**DATA SHOWN:**
/---
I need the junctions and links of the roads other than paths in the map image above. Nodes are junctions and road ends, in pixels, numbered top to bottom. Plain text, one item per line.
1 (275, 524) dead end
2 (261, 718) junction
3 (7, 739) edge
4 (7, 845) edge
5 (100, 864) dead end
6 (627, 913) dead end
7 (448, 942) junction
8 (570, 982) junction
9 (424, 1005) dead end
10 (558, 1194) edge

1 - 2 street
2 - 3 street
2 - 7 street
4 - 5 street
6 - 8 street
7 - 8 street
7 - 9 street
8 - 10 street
\---
**PROBLEM TO WORK ON:**
A verbatim transcription of all the entries above is required.

**ANSWER BOX:**
I need the junctions and links of the roads other than paths in the map image above. Nodes are junctions and road ends, in pixels, numbered top to bottom. Plain text, one item per line.
1 (275, 524) dead end
2 (261, 718) junction
3 (7, 739) edge
4 (7, 845) edge
5 (100, 864) dead end
6 (627, 913) dead end
7 (448, 942) junction
8 (570, 982) junction
9 (424, 1005) dead end
10 (558, 1194) edge

1 - 2 street
2 - 3 street
2 - 7 street
4 - 5 street
6 - 8 street
7 - 8 street
7 - 9 street
8 - 10 street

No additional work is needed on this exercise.